И на фок-мачте, по штагу - к самому клотику - поплыл фонарь с черным шаром. Шар виден днем, а фонарь - ночью. Это значит, мы застолбили косяк, просим других не соваться. Какая б там ни была рыба - она теперь наша, мы ее будем брать.
А штурвал уже положен круто на борт, и пароход летит с креном, чуть не черпает бортом. Описывает циркуляцию. Секунда, еще секунда, и кеп кричит:
- Поехали!
И тут-то все началось. Дрифтер нагнулся, сграбастал всю бухту разом, швырнул ее через планширь. За нею полетели три концевых кухтыля, шлепнулись, зацепились за воду, запрыгали на черной дегтярной волне и - пропали из глаз. И тут же пополз мой вожак - сначала как неживой, а потом зарычал, заскрежетал роликом. Желтый он, пока еще желтый, и вот выползла первая, чернью намазанная, отметка.
- Марка!
Дрифтер уже присел с поводцом в руках, обметывал вокруг вожака выбленочный узел. И на марке - одним рывком! - затянул его, а сам руки в сторону. Первые-то марки легко идут, и у него, и у меня, я их поначалу различал стоя, а потом они замелькали, вожак уже пошел вразгон, и мне тоже пришлось присесть - различать их при лампешке в трюме. Там этот черт носился кругами, отлипая от бухты, змеился тяжелыми кольцами и вылетал с рычанием.
- Марка! Еще марка!
Серега снимал поводцы с вантины, подавал дрифтеру по одному, - но это работа нетрудная, у всех у нас работа нетрудная, а вот у дрифтера главное дело в руках. Привяжи их, попробуй, когда вожак уже разогнался. Его теперь всем хором не остановишь. Зацепится - выворотит к чертям горловину, а она литая, чугунная.

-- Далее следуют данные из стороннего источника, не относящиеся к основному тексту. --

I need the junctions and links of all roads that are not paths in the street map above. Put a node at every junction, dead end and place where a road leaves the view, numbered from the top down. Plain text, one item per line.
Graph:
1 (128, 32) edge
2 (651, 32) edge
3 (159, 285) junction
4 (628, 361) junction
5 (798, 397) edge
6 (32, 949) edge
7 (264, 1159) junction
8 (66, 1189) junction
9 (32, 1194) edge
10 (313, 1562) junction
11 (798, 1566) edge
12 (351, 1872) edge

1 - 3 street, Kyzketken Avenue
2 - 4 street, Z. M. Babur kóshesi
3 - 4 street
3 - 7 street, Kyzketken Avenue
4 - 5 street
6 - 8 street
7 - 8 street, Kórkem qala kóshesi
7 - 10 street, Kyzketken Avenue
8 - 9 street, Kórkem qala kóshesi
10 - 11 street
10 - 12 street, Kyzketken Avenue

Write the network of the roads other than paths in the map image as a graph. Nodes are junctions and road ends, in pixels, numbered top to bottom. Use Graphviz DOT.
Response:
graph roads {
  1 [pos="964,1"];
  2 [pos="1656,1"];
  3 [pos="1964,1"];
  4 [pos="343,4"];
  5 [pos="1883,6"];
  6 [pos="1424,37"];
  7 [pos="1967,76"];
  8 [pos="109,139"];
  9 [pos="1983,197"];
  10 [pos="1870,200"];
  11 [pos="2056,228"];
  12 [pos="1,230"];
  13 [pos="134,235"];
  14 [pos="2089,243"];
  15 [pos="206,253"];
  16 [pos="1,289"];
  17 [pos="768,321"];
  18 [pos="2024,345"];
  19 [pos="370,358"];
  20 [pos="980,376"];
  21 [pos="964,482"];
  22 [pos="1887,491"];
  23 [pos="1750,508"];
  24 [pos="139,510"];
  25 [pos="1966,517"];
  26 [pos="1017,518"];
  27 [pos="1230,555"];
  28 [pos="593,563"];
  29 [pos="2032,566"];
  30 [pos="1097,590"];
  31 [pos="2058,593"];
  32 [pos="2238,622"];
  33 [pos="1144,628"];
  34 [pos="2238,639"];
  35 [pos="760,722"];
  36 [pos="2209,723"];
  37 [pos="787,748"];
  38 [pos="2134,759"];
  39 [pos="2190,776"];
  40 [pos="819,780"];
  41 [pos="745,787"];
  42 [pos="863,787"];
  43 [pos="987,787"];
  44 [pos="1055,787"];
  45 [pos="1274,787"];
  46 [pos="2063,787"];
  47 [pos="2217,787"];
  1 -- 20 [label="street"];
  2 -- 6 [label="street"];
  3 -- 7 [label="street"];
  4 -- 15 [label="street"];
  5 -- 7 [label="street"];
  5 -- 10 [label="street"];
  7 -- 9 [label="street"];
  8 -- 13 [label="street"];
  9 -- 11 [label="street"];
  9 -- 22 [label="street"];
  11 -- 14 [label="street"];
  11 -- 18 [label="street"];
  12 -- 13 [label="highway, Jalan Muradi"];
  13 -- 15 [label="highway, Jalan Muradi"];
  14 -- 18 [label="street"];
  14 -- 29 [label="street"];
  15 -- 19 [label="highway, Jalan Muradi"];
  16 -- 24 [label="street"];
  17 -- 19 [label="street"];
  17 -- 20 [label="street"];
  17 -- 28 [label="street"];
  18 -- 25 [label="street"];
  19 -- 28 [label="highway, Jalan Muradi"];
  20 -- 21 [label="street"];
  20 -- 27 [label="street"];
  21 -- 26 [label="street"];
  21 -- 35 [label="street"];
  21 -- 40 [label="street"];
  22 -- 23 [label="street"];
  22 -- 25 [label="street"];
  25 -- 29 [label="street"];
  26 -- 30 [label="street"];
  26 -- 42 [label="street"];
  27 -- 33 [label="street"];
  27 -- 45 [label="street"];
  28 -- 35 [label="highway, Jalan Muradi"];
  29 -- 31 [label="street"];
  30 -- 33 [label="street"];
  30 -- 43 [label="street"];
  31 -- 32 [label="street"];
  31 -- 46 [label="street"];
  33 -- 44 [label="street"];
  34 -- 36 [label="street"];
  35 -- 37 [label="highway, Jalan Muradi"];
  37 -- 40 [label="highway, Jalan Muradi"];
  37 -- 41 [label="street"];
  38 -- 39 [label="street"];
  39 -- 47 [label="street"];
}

- Срост идет!.. Прошел... Марка! Еще марка!..
Я один из всех палубных имею голос. Даже кеп молчит. Его дело сделано. "Поехали!" - и больше ничего не поправишь. Он постоял и ушел. Ни один кеп не ждет конца выметки. Да и что тут смотреть, завтра посмотрим.
Кухтыли танцевали на волне и пропадали за рубкой. Струились через планширь сети, три километра сетей, - все, что мы тут навязали, уложили. Мы их провожали торжественно, как линейные на параде, - как будто бы с ними уходили и все наши глупости, страхи и тревоги. Я-то знаю, что каждый теперь чувствует. Я ведь на всех местах стоял, а теперь вот стою вожаковым, покрикиваю:
- Марка! Срост! Еще марка! Еще!..
Я и в кухтыльнике был, кидал на палубу кухтыли - там теперь Алик. Подавал их, как Димка теперь подает, помощнику дрифтера - привязать к верхним поводцам. И, как Васька Буров и Шурка, я расправлял сети, сторожил их, чтоб шли без задева. Только вот вожаковым еще не был. Крупные перемены в моей жизни, я прямо растроган, не скрою от вас!
Пожалуй, отсюда мне лучше всего всех видно. Они ко мне стоят спиной или боком. Смотрят в ночное море, куда уходят сети. Смотрят, не отрываясь. Стоят, расставив ноги, на кренящейся палубе, воткнув в нее ножи. И, облитые светом, мы сами светимся, как зеленые призраки, - нездешние этому морю, орловские, рязанские, калужские, вологодские мужики. Летим в черноту, над бездонной прорвой, только желтые поплавки оставляем за собой.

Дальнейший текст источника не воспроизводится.